Saved entries
★ ★ ★ ★ ★ ★ ★
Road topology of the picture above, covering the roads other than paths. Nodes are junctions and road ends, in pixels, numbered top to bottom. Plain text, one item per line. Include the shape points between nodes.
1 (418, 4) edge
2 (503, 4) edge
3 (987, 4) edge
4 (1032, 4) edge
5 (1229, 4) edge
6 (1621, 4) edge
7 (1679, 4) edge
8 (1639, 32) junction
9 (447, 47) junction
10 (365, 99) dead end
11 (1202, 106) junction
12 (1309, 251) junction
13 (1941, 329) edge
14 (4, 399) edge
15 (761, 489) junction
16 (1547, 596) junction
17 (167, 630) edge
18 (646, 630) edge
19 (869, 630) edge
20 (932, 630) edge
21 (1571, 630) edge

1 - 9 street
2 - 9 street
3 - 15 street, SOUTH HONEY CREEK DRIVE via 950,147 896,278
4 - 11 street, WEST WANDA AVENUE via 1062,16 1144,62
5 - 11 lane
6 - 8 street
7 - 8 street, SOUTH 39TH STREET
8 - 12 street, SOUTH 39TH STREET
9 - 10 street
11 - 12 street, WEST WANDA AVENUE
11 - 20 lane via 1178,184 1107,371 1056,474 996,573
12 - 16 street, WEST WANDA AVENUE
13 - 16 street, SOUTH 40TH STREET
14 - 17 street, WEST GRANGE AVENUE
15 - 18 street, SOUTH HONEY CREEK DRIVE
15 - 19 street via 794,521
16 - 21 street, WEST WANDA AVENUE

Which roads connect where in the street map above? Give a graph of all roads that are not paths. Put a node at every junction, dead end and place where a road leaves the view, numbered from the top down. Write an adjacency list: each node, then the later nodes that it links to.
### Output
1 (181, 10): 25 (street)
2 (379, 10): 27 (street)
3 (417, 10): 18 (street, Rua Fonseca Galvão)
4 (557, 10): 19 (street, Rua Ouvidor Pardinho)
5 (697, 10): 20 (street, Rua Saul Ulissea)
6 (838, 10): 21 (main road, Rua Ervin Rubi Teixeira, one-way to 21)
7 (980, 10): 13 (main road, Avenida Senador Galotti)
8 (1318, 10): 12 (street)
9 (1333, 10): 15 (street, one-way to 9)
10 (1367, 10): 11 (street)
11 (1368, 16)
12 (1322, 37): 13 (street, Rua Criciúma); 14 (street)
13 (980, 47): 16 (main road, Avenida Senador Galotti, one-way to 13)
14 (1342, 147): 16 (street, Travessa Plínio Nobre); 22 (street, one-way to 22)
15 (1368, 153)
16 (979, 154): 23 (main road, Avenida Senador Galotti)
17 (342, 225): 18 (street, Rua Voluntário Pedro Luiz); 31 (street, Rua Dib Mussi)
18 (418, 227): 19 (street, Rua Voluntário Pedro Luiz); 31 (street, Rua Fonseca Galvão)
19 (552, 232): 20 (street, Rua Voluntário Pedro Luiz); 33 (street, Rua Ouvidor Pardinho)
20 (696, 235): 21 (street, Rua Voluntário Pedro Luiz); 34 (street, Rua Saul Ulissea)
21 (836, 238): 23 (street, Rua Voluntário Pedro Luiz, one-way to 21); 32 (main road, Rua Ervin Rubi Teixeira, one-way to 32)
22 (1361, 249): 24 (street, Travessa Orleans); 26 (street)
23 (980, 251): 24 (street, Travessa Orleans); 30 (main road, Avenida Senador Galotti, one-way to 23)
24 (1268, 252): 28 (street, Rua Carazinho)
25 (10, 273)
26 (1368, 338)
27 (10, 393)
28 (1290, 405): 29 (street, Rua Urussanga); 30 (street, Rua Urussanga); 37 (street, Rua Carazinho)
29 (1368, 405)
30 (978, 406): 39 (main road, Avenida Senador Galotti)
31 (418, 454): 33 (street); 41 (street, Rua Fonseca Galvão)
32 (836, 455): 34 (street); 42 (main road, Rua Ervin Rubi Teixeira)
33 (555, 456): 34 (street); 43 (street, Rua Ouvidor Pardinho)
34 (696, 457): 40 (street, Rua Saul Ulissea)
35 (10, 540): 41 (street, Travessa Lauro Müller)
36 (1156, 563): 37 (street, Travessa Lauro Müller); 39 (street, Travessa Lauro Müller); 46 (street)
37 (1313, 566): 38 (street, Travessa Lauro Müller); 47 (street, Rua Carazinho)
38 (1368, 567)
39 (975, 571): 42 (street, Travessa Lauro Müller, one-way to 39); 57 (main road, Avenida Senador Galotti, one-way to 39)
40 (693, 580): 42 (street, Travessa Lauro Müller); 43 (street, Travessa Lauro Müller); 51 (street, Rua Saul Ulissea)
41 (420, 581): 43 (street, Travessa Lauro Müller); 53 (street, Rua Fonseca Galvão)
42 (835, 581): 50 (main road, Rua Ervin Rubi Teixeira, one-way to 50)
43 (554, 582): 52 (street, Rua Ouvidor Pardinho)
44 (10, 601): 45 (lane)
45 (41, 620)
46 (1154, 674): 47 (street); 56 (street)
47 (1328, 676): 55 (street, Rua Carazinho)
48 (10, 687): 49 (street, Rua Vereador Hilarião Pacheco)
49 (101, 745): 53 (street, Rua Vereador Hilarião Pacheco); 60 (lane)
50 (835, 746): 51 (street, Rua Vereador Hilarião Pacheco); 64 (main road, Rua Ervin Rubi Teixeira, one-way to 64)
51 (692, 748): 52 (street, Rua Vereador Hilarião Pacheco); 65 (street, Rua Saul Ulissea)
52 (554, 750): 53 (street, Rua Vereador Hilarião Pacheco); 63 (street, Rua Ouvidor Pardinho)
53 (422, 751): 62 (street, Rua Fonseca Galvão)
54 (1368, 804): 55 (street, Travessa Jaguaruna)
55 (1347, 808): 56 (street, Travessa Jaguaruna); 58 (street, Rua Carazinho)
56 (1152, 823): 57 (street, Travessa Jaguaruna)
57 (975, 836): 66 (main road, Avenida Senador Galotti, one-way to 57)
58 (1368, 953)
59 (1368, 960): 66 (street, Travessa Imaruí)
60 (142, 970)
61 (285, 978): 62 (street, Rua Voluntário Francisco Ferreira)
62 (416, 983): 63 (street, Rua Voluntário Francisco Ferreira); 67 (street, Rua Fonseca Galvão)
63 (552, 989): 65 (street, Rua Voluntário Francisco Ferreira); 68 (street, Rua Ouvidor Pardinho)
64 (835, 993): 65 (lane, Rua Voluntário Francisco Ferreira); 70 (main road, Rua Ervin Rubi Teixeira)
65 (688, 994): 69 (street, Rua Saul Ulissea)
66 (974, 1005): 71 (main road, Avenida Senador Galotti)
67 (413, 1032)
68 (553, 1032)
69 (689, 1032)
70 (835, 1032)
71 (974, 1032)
★ ★ ★ ★ ★ ★ ★
▶ _Task prompt_: The word "Galvão" may occur in lines of the data above; say how many lines hold it, giving only the number.

▶ _Written response_: 6